* Work to be completed *
An exact reprint of the listing is required, with no pictures included.

* Available records *
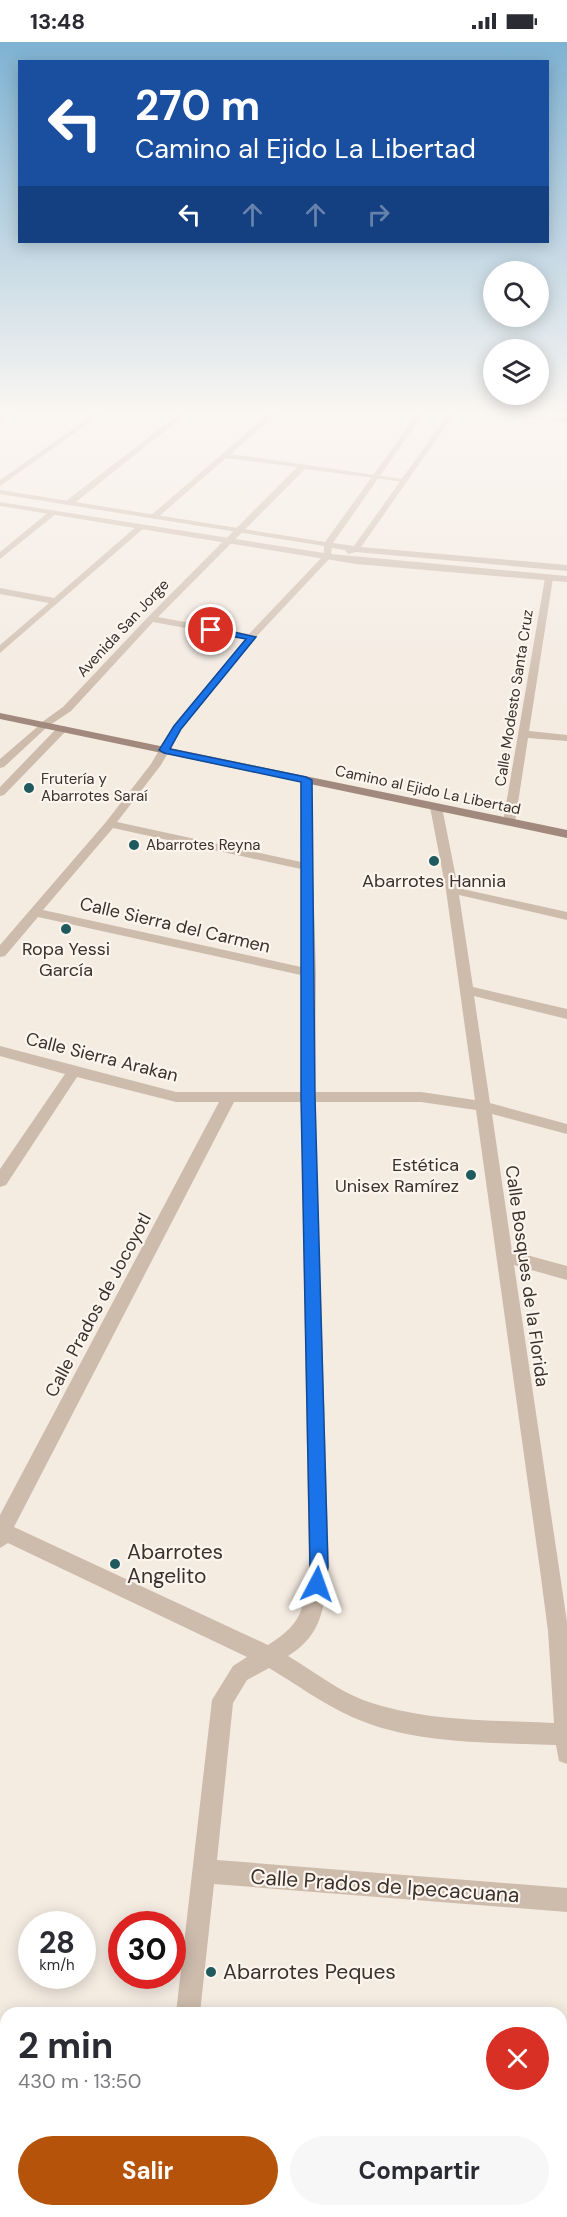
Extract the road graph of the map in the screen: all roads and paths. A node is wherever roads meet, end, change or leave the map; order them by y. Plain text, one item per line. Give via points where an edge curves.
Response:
1 (44, 512) edge
2 (117, 512) edge
3 (159, 512) edge
4 (257, 512) edge
5 (351, 512) edge
6 (383, 512) edge
7 (53, 513) junction
8 (153, 517) junction
9 (141, 527) junction
10 (238, 530) junction
11 (228, 541) junction
12 (328, 544) junction
13 (356, 549) junction
14 (0, 556) edge
15 (327, 557) junction
16 (567, 568) edge
17 (549, 578) junction
18 (567, 579) edge
19 (0, 591) edge
20 (54, 601) junction
21 (151, 619) junction
22 (251, 637) junction
23 (0, 650) edge
24 (67, 709) junction
25 (0, 716) edge
26 (44, 725) junction
27 (62, 729) junction
28 (524, 734) junction
29 (567, 738) edge
30 (164, 750) junction
31 (0, 765) edge
32 (306, 780) junction
33 (0, 793) edge
34 (436, 807) junction
35 (509, 822) junction
36 (110, 824) junction
37 (567, 834) edge
38 (306, 867) junction
39 (452, 890) junction
40 (34, 912) junction
41 (567, 916) edge
42 (0, 953) edge
43 (309, 973) junction
44 (466, 990) junction
45 (567, 1014) edge
46 (0, 1051) edge
47 (74, 1071) junction
48 (229, 1097) junction
49 (308, 1097) junction
50 (483, 1106) junction
51 (567, 1129) edge
52 (0, 1181) edge
53 (504, 1255) junction
54 (567, 1273) edge
55 (1, 1533) edge
56 (269, 1656) junction
57 (567, 1744) edge
58 (203, 1871) junction
59 (567, 1900) edge
60 (189, 2007) edge

1 - 7 street
2 - 8 street
3 - 8 street
4 - 10 street, Avenida San Jorge
5 - 12 street
6 - 13 street
7 - 9 street
7 - 14 street
8 - 10 street
9 - 11 street
9 - 20 street
10 - 11 street, Avenida San Jorge
10 - 12 street
11 - 15 street
11 - 21 street, Avenida San Jorge
12 - 13 street
12 - 15 street
13 - 15 street
13 - 16 street
15 - 17 street
15 - 22 street
17 - 18 street
17 - 28 street, Calle Modesto Santa Cruz
19 - 20 street
20 - 23 street
21 - 22 street
21 - 24 street, Avenida San Jorge
22 - 30 street via 177,728
24 - 26 street, Avenida San Jorge
24 - 27 street, Avenida San Jorge
25 - 26 main road, Camino al Ejido La Libertad
26 - 27 main road, Camino al Ejido La Libertad
26 - 31 street, Avenida San Jorge
27 - 30 main road, Camino al Ejido La Libertad
27 - 33 street
28 - 29 street
28 - 35 street, Calle Modesto Santa Cruz
30 - 32 main road, Camino al Ejido La Libertad
30 - 36 street
32 - 34 main road, Camino al Ejido La Libertad
32 - 38 street
34 - 35 main road, Camino al Ejido La Libertad
34 - 39 street, Calle Bosques de la Florida
35 - 37 main road, Camino al Ejido La Libertad
36 - 38 street
36 - 40 street
38 - 43 street
39 - 41 street
39 - 44 street, Calle Bosques de la Florida
40 - 42 street
40 - 43 street, Calle Sierra del Carmen
43 - 49 street
44 - 45 street
44 - 50 street, Calle Bosques de la Florida
46 - 47 street, Calle Sierra Arakan
47 - 48 street, Calle Sierra Arakan via 154,1093
47 - 52 street
48 - 49 street, Calle Sierra Arakan
48 - 55 street, Calle Prados de Jocoyotl
49 - 50 street, Calle Sierra Arakan via 421,1097
49 - 56 street via 319,1567 312,1617 293,1641
50 - 51 street, Calle Sierra Arakan
50 - 53 street, Calle Bosques de la Florida
53 - 54 street
53 - 57 street, Calle Bosques de la Florida via 554,1601
55 - 56 street
56 - 57 street via 356,1708 396,1721
56 - 58 street via 240,1673 223,1700
58 - 59 street, Calle Prados de Ipecacuana
58 - 60 street

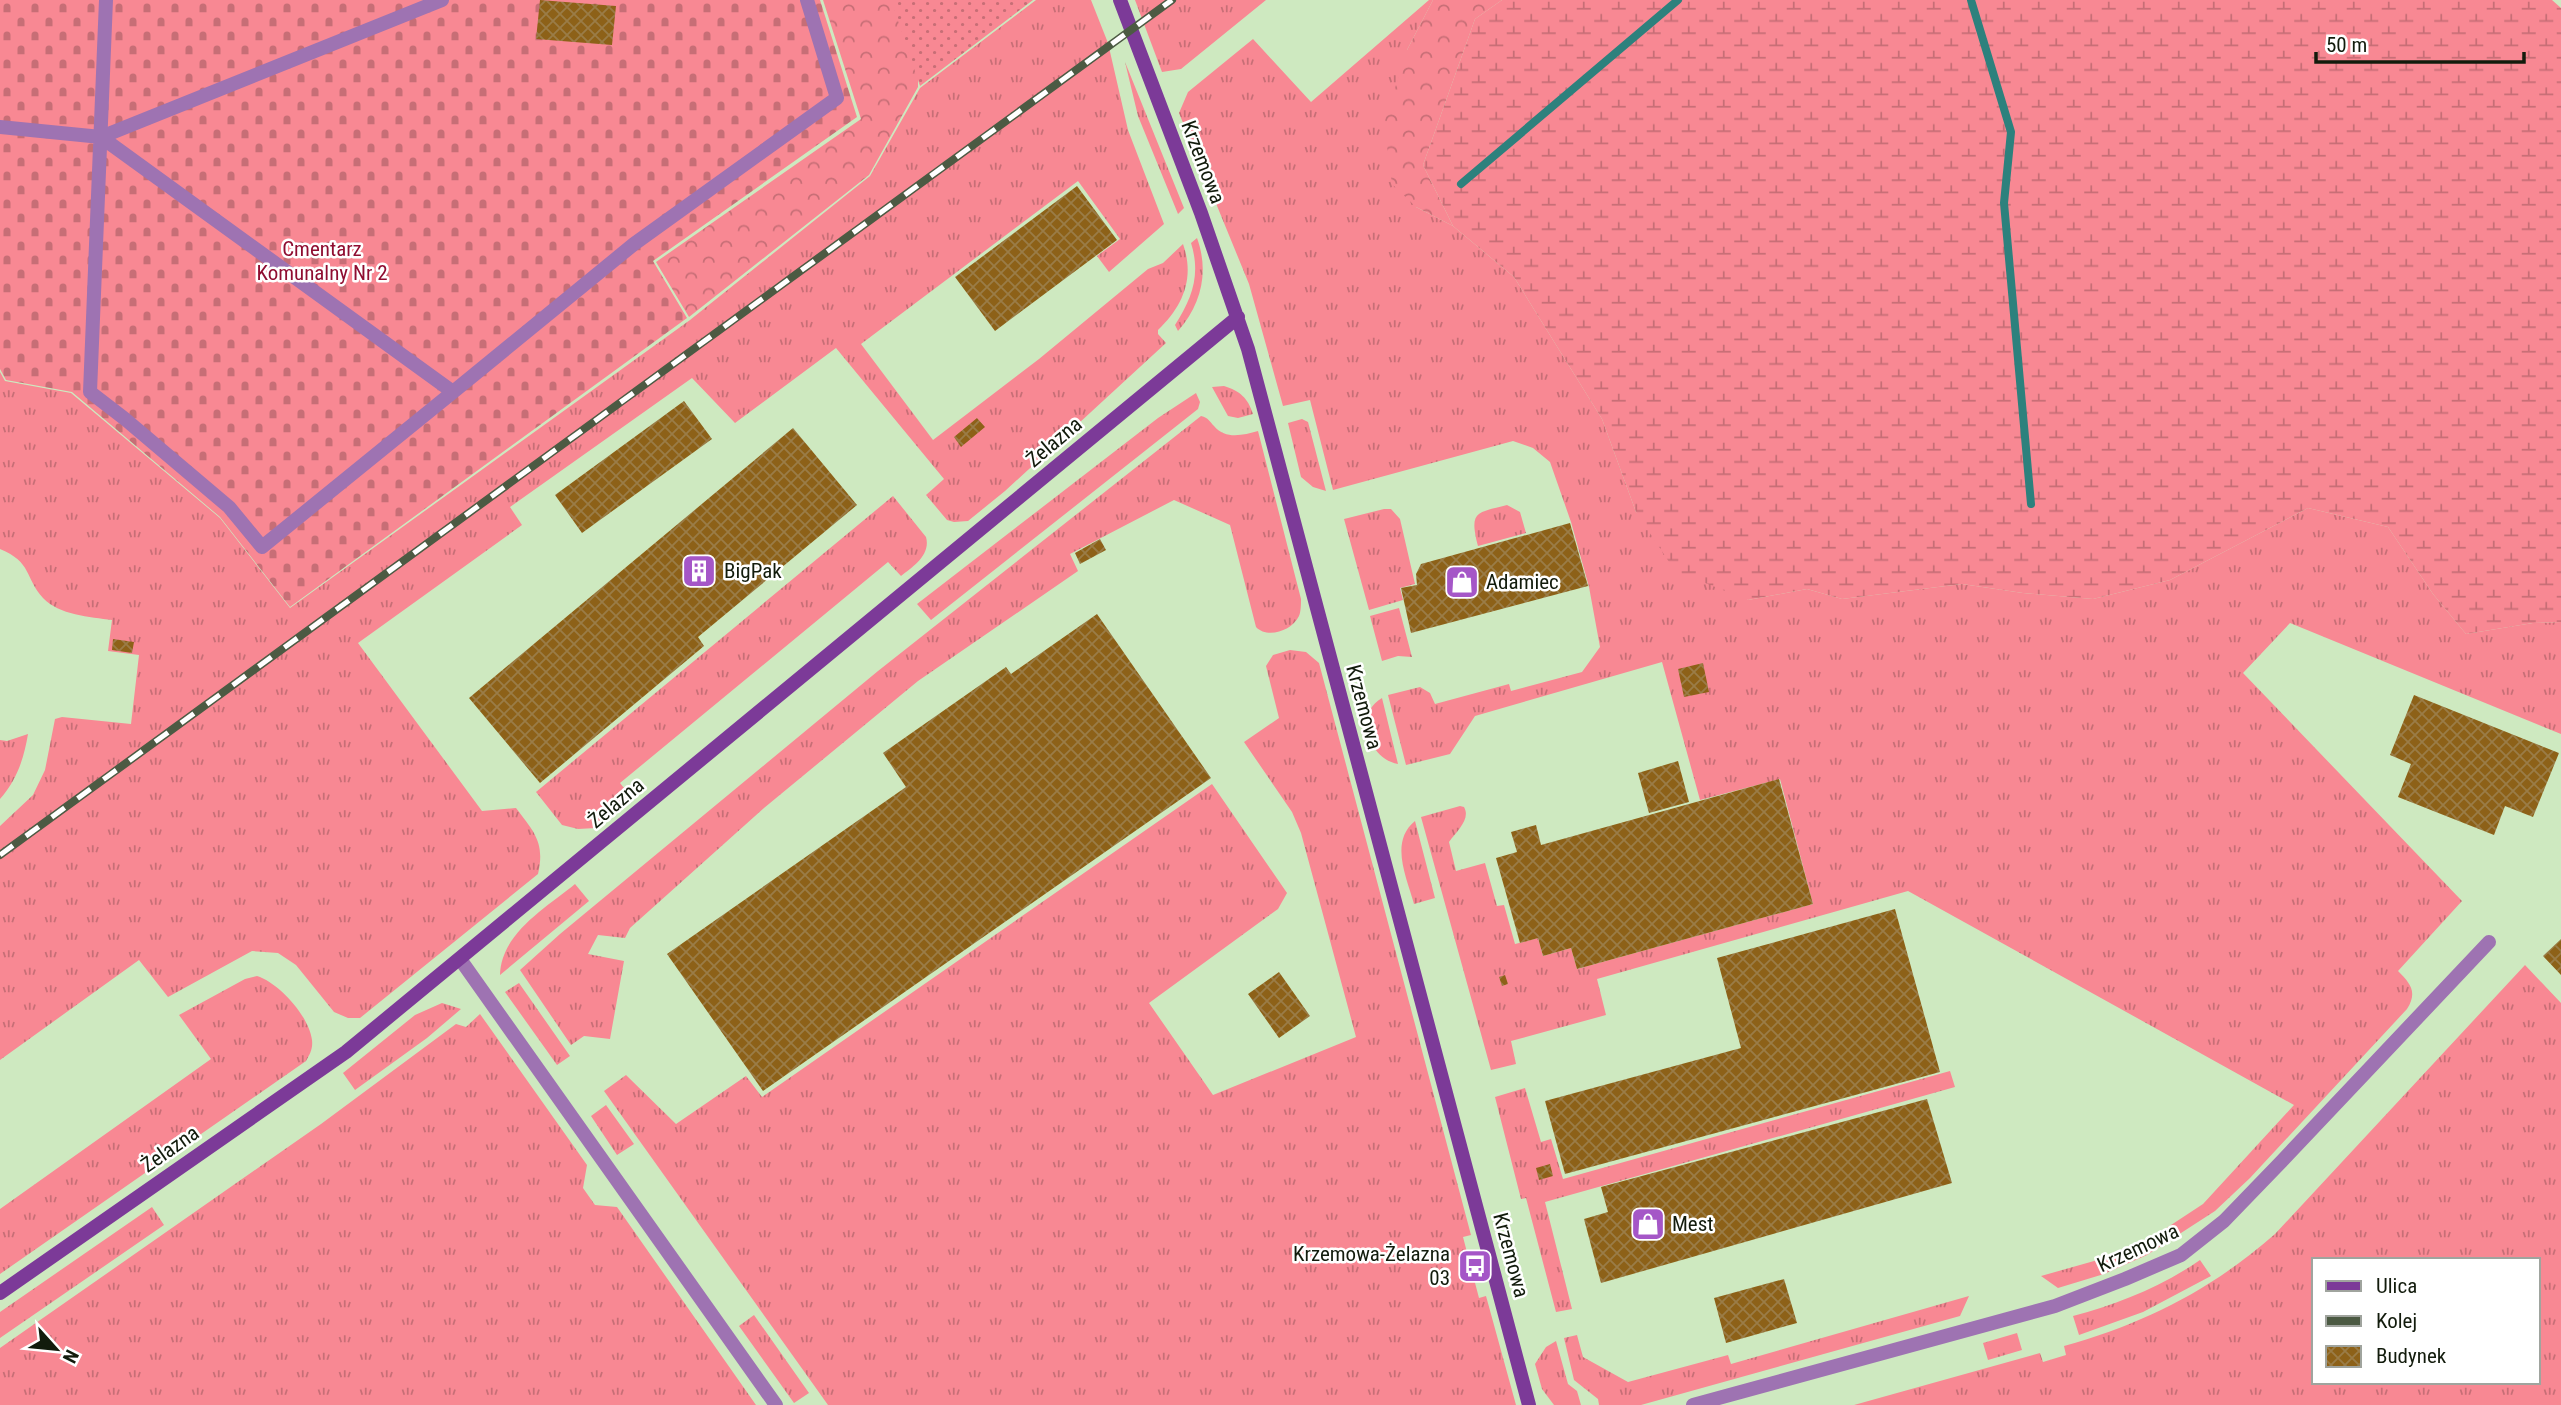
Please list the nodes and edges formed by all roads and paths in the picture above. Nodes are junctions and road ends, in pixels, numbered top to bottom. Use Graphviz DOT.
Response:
graph roads {
  1 [pos="106,0"];
  2 [pos="442,0"];
  3 [pos="807,0"];
  4 [pos="1120,0"];
  5 [pos="0,127"];
  6 [pos="101,137"];
  7 [pos="1238,317"];
  8 [pos="453,392"];
  9 [pos="2488,942"];
  10 [pos="460,959"];
  11 [pos="0,1293"];
  12 [pos="776,1405"];
  13 [pos="1529,1405"];
  14 [pos="1693,1405"];
  1 -- 6 [label="street"];
  2 -- 6 [label="street"];
  3 -- 8 [label="street"];
  4 -- 7 [label="street, Krzemowa"];
  5 -- 6 [label="street"];
  6 -- 8 [label="street"];
  6 -- 8 [label="street"];
  7 -- 10 [label="street, Żelazna"];
  7 -- 13 [label="street, Krzemowa"];
  9 -- 14 [label="street, Krzemowa"];
  10 -- 11 [label="street, Żelazna"];
  10 -- 12 [label="street"];
}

* Result for this exercise *
Extract the road graph of the map in the screen: all roads and paths. A node is wherever roads meet, end, change or leave the map; order them by y. Plain text, one item per line. Give via points where an edge curves.
Response:
1 (44, 512) edge
2 (117, 512) edge
3 (159, 512) edge
4 (257, 512) edge
5 (351, 512) edge
6 (383, 512) edge
7 (53, 513) junction
8 (153, 517) junction
9 (141, 527) junction
10 (238, 530) junction
11 (228, 541) junction
12 (328, 544) junction
13 (356, 549) junction
14 (0, 556) edge
15 (327, 557) junction
16 (567, 568) edge
17 (549, 578) junction
18 (567, 579) edge
19 (0, 591) edge
20 (54, 601) junction
21 (151, 619) junction
22 (251, 637) junction
23 (0, 650) edge
24 (67, 709) junction
25 (0, 716) edge
26 (44, 725) junction
27 (62, 729) junction
28 (524, 734) junction
29 (567, 738) edge
30 (164, 750) junction
31 (0, 765) edge
32 (306, 780) junction
33 (0, 793) edge
34 (436, 807) junction
35 (509, 822) junction
36 (110, 824) junction
37 (567, 834) edge
38 (306, 867) junction
39 (452, 890) junction
40 (34, 912) junction
41 (567, 916) edge
42 (0, 953) edge
43 (309, 973) junction
44 (466, 990) junction
45 (567, 1014) edge
46 (0, 1051) edge
47 (74, 1071) junction
48 (229, 1097) junction
49 (308, 1097) junction
50 (483, 1106) junction
51 (567, 1129) edge
52 (0, 1181) edge
53 (504, 1255) junction
54 (567, 1273) edge
55 (1, 1533) edge
56 (269, 1656) junction
57 (567, 1744) edge
58 (203, 1871) junction
59 (567, 1900) edge
60 (189, 2007) edge

1 - 7 street
2 - 8 street
3 - 8 street
4 - 10 street, Avenida San Jorge
5 - 12 street
6 - 13 street
7 - 9 street
7 - 14 street
8 - 10 street
9 - 11 street
9 - 20 street
10 - 11 street, Avenida San Jorge
10 - 12 street
11 - 15 street
11 - 21 street, Avenida San Jorge
12 - 13 street
12 - 15 street
13 - 15 street
13 - 16 street
15 - 17 street
15 - 22 street
17 - 18 street
17 - 28 street, Calle Modesto Santa Cruz
19 - 20 street
20 - 23 street
21 - 22 street
21 - 24 street, Avenida San Jorge
22 - 30 street via 177,728
24 - 26 street, Avenida San Jorge
24 - 27 street, Avenida San Jorge
25 - 26 main road, Camino al Ejido La Libertad
26 - 27 main road, Camino al Ejido La Libertad
26 - 31 street, Avenida San Jorge
27 - 30 main road, Camino al Ejido La Libertad
27 - 33 street
28 - 29 street
28 - 35 street, Calle Modesto Santa Cruz
30 - 32 main road, Camino al Ejido La Libertad
30 - 36 street
32 - 34 main road, Camino al Ejido La Libertad
32 - 38 street
34 - 35 main road, Camino al Ejido La Libertad
34 - 39 street, Calle Bosques de la Florida
35 - 37 main road, Camino al Ejido La Libertad
36 - 38 street
36 - 40 street
38 - 43 street
39 - 41 street
39 - 44 street, Calle Bosques de la Florida
40 - 42 street
40 - 43 street, Calle Sierra del Carmen
43 - 49 street
44 - 45 street
44 - 50 street, Calle Bosques de la Florida
46 - 47 street, Calle Sierra Arakan
47 - 48 street, Calle Sierra Arakan via 154,1093
47 - 52 street
48 - 49 street, Calle Sierra Arakan
48 - 55 street, Calle Prados de Jocoyotl
49 - 50 street, Calle Sierra Arakan via 421,1097
49 - 56 street via 319,1567 312,1617 293,1641
50 - 51 street, Calle Sierra Arakan
50 - 53 street, Calle Bosques de la Florida
53 - 54 street
53 - 57 street, Calle Bosques de la Florida via 554,1601
55 - 56 street
56 - 57 street via 356,1708 396,1721
56 - 58 street via 240,1673 223,1700
58 - 59 street, Calle Prados de Ipecacuana
58 - 60 street

Please list the nodes and edges formed by all roads and paths in the picture above. Nodes are junctions and road ends, in pixels, numbered top to bottom. Use Graphviz DOT.
Response:
graph roads {
  1 [pos="106,0"];
  2 [pos="442,0"];
  3 [pos="807,0"];
  4 [pos="1120,0"];
  5 [pos="0,127"];
  6 [pos="101,137"];
  7 [pos="1238,317"];
  8 [pos="453,392"];
  9 [pos="2488,942"];
  10 [pos="460,959"];
  11 [pos="0,1293"];
  12 [pos="776,1405"];
  13 [pos="1529,1405"];
  14 [pos="1693,1405"];
  1 -- 6 [label="street"];
  2 -- 6 [label="street"];
  3 -- 8 [label="street"];
  4 -- 7 [label="street, Krzemowa"];
  5 -- 6 [label="street"];
  6 -- 8 [label="street"];
  6 -- 8 [label="street"];
  7 -- 10 [label="street, Żelazna"];
  7 -- 13 [label="street, Krzemowa"];
  9 -- 14 [label="street, Krzemowa"];
  10 -- 11 [label="street, Żelazna"];
  10 -- 12 [label="street"];
}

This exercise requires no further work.